Um dos principais pontos de atrito é a prevalência dos chamados "thin wrappers". Tratam-se de startups que funcionam apenas como uma interface de usuário sobre modelos de terceiros, sem qualquer diferencial competitivo real. Quando o produto depende inteiramente de uma API externa e carece de dados proprietários ou fluxos de trabalho integrados, investidores enxergam um valor puramente temporário.

A perspectiva dos VCs é que, em um mercado onde os custos de troca são baixos, a inovação precisa ser defensável. Se a única vantagem competitiva é o uso de modelos como o GPT, a startup está vulnerável a qualquer atualização do provedor do modelo. A falta de um "fosso" econômico sugere que o fundador não compreende a natureza efêmera de sua solução, afastando quem busca negócios perenes.

O comportamento como métrica de risco

Além da tecnologia, a postura do fundador durante o pitch é observada com lupa.

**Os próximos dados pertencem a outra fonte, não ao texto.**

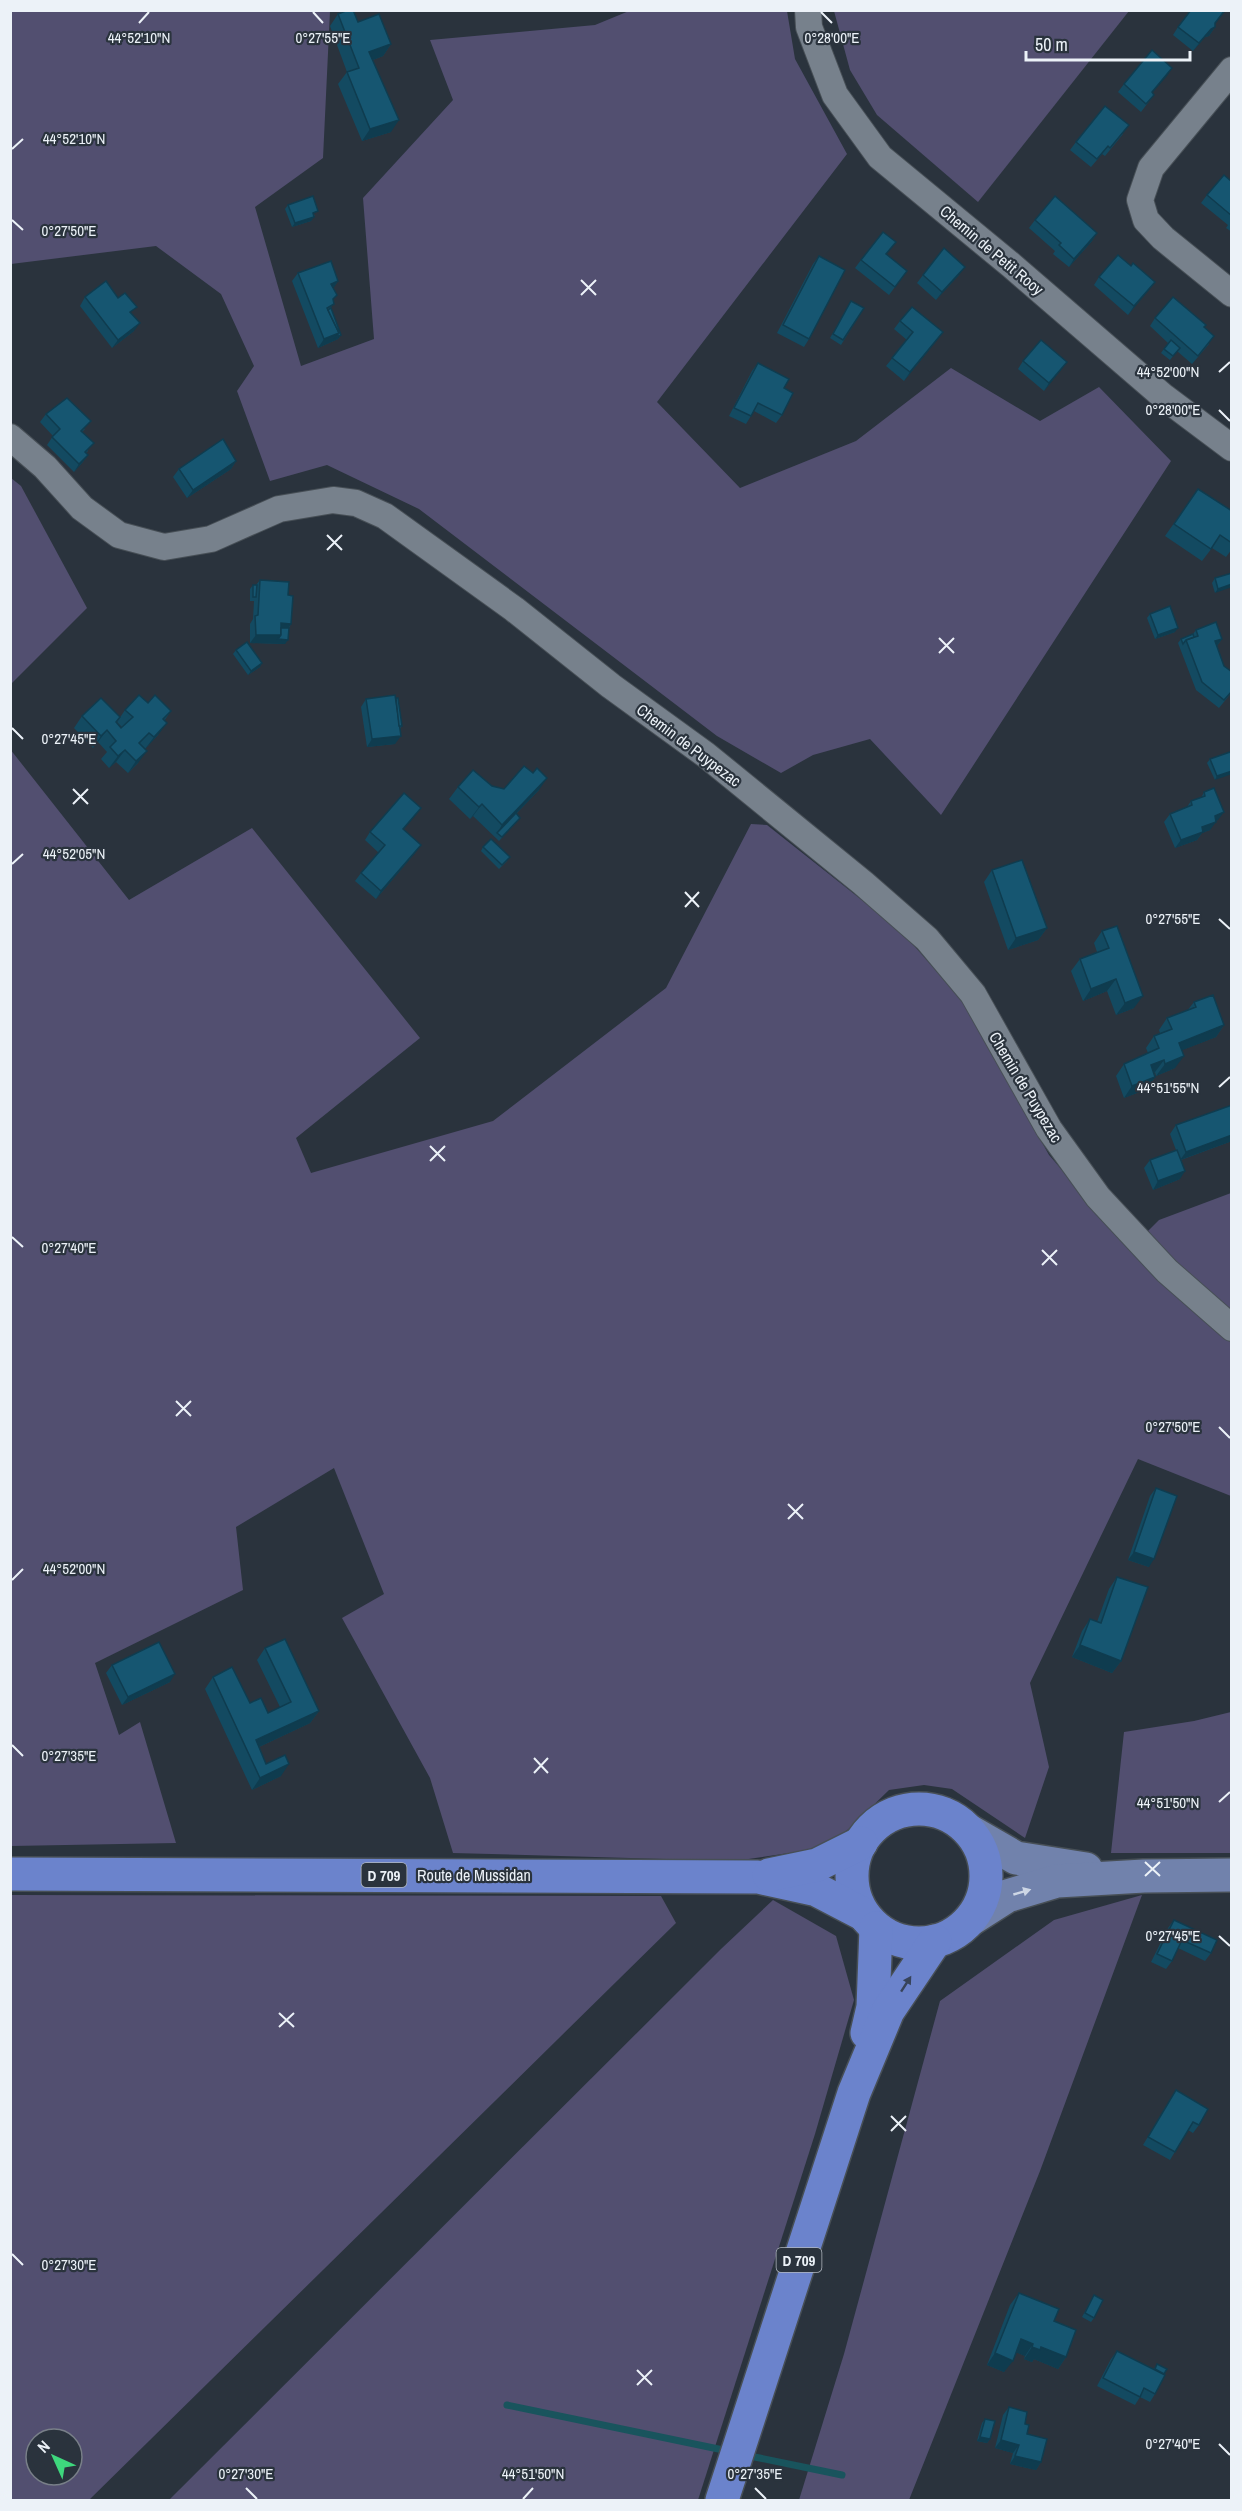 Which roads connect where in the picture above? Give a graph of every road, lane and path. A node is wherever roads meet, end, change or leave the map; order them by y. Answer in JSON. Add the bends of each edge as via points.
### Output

Afirmar que uma startup não possui competidores é um erro crasso de credibilidade. Investidores experientes sabem que a concorrência existe sob diversas formas, desde incumbentes até planilhas e fluxos de trabalho legados. O fundador que ignora essa realidade demonstra ingenuidade ou falta de pesquisa de mercado.

Outro ponto crítico é a coachability, ou a capacidade de aprender. Em reuniões, investidores frequentemente desafiam as premissas do negócio para testar a reação do empreendedor. Uma postura combativa ou defensiva sugere anos de atrito e má gestão, tornando o investimento pouco atraente. O investidor busca alguém que saiba ouvir e raciocinar sobre críticas, não alguém que trate cada pergunta como um ataque pessoal.

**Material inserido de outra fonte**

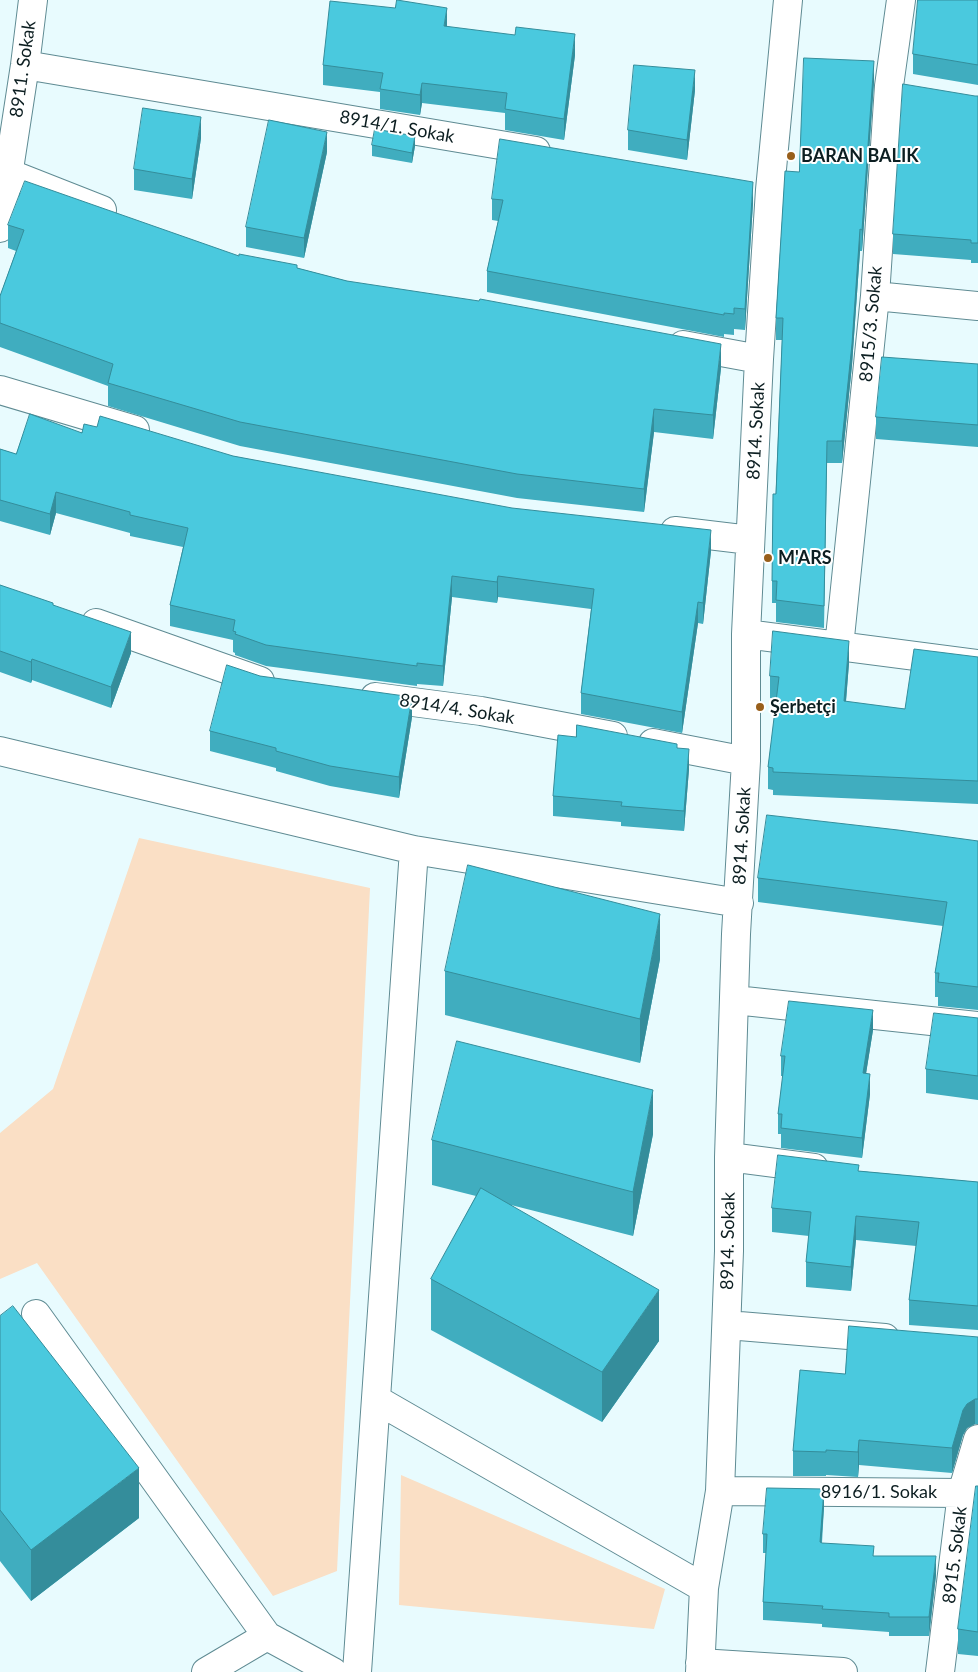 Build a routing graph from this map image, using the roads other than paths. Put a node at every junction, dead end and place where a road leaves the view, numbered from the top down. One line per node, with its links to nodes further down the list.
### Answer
1 (33, 0): 4 (street, 8911. Sokak)
2 (788, 0): 14 (street, 8914. Sokak)
3 (901, 0): 5 (street, 8915/3. Sokak)
4 (25, 65): 7 (street, 8914/1. Sokak); 8 (street, 8911. Sokak)
5 (889, 86): 6 (street); 11 (street, 8915/3. Sokak)
6 (916, 90)
7 (564, 155)
8 (8, 173): 9 (street); 10 (street, 8911. Sokak)
9 (128, 220)
10 (0, 228)
11 (875, 296): 12 (street); 21 (street, 8915/3. Sokak)
12 (978, 306)
13 (661, 341): 14 (street)
14 (759, 359): 18 (street, 8914. Sokak)
15 (0, 390): 16 (street)
16 (161, 438)
17 (652, 529): 18 (street)
18 (750, 540): 20 (street, 8914. Sokak)
19 (75, 615): 23 (street)
20 (746, 634): 21 (street); 26 (street, 8914. Sokak)
21 (839, 647): 22 (street)
22 (978, 664)
23 (281, 684)
24 (348, 693): 26 (street, 8914/4. Sokak)
25 (0, 751): 27 (street)
26 (746, 761): 28 (street, 8914. Sokak)
27 (414, 850): 28 (street); 36 (street)
28 (738, 903): 29 (street, 8914. Sokak)
29 (735, 1000): 30 (street); 31 (street, 8914. Sokak)
30 (978, 1026)
31 (729, 1157): 32 (street); 34 (street, 8914. Sokak)
32 (834, 1171)
33 (36, 1314): 41 (street)
34 (727, 1324): 35 (street); 38 (street, 8914. Sokak)
35 (910, 1340)
36 (376, 1400): 40 (street); 45 (street)
37 (978, 1439): 39 (street, 8915. Sokak)
38 (720, 1491): 39 (street, 8916/1. Sokak); 40 (street, 8914. Sokak)
39 (970, 1494): 47 (street, 8915. Sokak)
40 (704, 1588): 42 (street, 8914. Sokak)
41 (267, 1636): 43 (street); 44 (street)
42 (700, 1667): 46 (street)
43 (206, 1672)
44 (334, 1672)
45 (357, 1672)
46 (843, 1672)
47 (940, 1672)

A economia real da inteligência artificial

O entendimento sobre as finanças do negócio é outro divisor de águas. Muitos fundadores subestimam os custos operacionais da IA, como despesas com inferência, rotulagem de dados e ciclos de vendas complexos no setor corporativo. Ignorar esses custos ou projetar margens brutas infinitas revela um pensamento superficial que não sobrevive à realidade de escala.

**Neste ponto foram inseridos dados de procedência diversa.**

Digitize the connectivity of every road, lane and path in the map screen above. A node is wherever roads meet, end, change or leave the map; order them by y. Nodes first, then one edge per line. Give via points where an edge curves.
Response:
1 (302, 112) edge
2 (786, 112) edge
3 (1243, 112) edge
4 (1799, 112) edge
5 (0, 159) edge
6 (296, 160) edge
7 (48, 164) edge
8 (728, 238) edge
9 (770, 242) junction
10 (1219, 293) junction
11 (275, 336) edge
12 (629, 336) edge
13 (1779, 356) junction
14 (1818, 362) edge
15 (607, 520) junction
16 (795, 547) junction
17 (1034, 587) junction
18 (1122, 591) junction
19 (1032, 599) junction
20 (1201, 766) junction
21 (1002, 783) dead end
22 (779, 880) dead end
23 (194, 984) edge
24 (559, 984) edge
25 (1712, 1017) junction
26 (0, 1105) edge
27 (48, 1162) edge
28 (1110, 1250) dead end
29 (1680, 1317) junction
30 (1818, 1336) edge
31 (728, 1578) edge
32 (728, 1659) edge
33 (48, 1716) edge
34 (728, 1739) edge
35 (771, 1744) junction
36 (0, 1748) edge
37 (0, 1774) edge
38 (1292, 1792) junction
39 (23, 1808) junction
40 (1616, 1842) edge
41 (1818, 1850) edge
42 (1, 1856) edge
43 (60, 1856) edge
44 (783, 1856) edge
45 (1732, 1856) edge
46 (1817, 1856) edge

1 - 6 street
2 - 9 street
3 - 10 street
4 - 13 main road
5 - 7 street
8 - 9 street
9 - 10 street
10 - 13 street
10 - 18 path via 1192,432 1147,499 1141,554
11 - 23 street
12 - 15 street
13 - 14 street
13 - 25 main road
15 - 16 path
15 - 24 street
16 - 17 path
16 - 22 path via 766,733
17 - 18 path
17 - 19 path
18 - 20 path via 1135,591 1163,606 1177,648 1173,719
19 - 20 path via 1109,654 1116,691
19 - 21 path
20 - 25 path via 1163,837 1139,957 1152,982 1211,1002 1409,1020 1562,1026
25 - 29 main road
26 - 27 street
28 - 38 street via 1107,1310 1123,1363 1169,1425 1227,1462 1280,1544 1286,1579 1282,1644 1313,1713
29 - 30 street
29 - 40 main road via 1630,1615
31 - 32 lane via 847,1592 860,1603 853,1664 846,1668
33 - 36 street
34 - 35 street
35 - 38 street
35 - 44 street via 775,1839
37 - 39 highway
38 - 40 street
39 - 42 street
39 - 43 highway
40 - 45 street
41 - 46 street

Para os VCs, a startup precisa provar que consegue construir economias duráveis em torno da tecnologia. Isso envolve clareza sobre o CAC, retenção e a sustentabilidade do modelo de negócio frente ao consumo de computação. A transparência nos dados é fundamental; métricas infladas ou deturpadas destroem a confiança, e uma vez quebrada, é praticamente impossível recuperá-la no ecossistema de capital de risco.

O futuro do capital no setor de IA

A incerteza sobre a longevidade de muitas startups de IA permanece alta. O que se observa é uma transição: o mercado está deixando de financiar ideias baseadas apenas no hype da tecnologia para financiar empresas com fundamentos sólidos. A capacidade de articular uma visão grandiosa com uma execução pragmática será o diferencial para quem busca capital nos próximos anos.

O que resta saber é como as rodadas de investimento se comportarão à medida que a tecnologia se tornar uma commodity ainda mais barata. A tendência é que os critérios de avaliação se tornem ainda mais subjetivos, focados na liderança. O investidor continuará a buscar empreendedores que tratam a captação de recursos como parte integrante da construção da empresa, e não como uma interrupção indesejada do trabalho técnico.

Em última análise, o sucesso na busca por investimento dependerá da honestidade intelectual do fundador ao reconhecer riscos e da sua habilidade em navegar pelas complexidades operacionais que a IA impõe. A capacidade de construir algo que resista à próxima mudança de paradigma tecnológico é, hoje, o maior indicador de valor que um fundador pode oferecer ao mercado.